Exercise input:
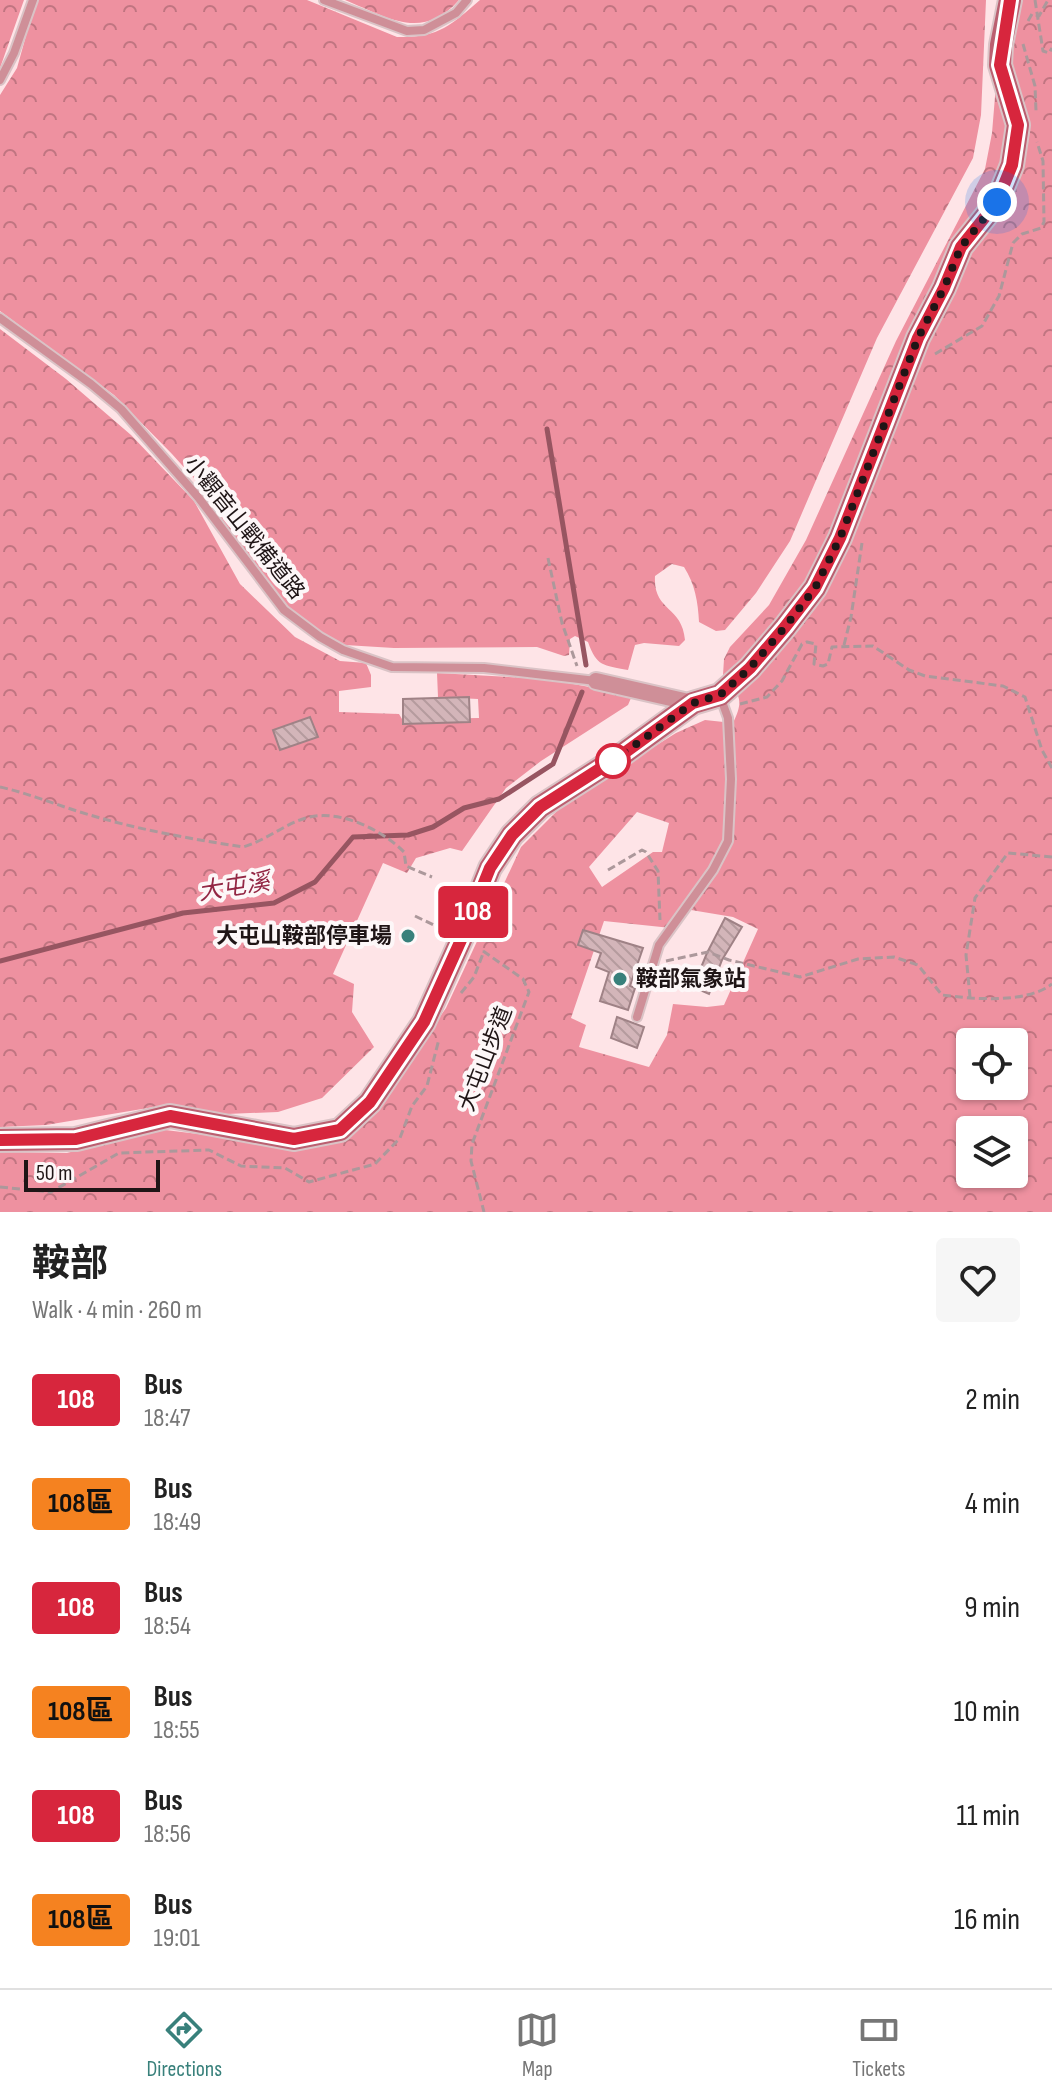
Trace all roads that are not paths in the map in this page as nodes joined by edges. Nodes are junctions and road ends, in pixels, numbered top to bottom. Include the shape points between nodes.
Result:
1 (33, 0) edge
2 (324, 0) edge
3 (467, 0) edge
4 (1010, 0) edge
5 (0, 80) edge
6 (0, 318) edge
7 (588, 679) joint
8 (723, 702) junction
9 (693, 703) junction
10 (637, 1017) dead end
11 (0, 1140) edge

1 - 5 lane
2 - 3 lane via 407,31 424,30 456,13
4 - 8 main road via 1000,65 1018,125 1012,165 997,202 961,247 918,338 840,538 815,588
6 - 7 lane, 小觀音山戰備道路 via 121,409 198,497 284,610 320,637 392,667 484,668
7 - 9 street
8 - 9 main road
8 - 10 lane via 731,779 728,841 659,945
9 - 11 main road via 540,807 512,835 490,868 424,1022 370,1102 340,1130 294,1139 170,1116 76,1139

To do:
The listing above needs to be output again exactly. Don't include the pictures.

Response area:
Trace all roads that are not paths in the map in this page as nodes joined by edges. Nodes are junctions and road ends, in pixels, numbered top to bottom. Include the shape points between nodes.
Result:
1 (33, 0) edge
2 (324, 0) edge
3 (467, 0) edge
4 (1010, 0) edge
5 (0, 80) edge
6 (0, 318) edge
7 (588, 679) joint
8 (723, 702) junction
9 (693, 703) junction
10 (637, 1017) dead end
11 (0, 1140) edge

1 - 5 lane
2 - 3 lane via 407,31 424,30 456,13
4 - 8 main road via 1000,65 1018,125 1012,165 997,202 961,247 918,338 840,538 815,588
6 - 7 lane, 小觀音山戰備道路 via 121,409 198,497 284,610 320,637 392,667 484,668
7 - 9 street
8 - 9 main road
8 - 10 lane via 731,779 728,841 659,945
9 - 11 main road via 540,807 512,835 490,868 424,1022 370,1102 340,1130 294,1139 170,1116 76,1139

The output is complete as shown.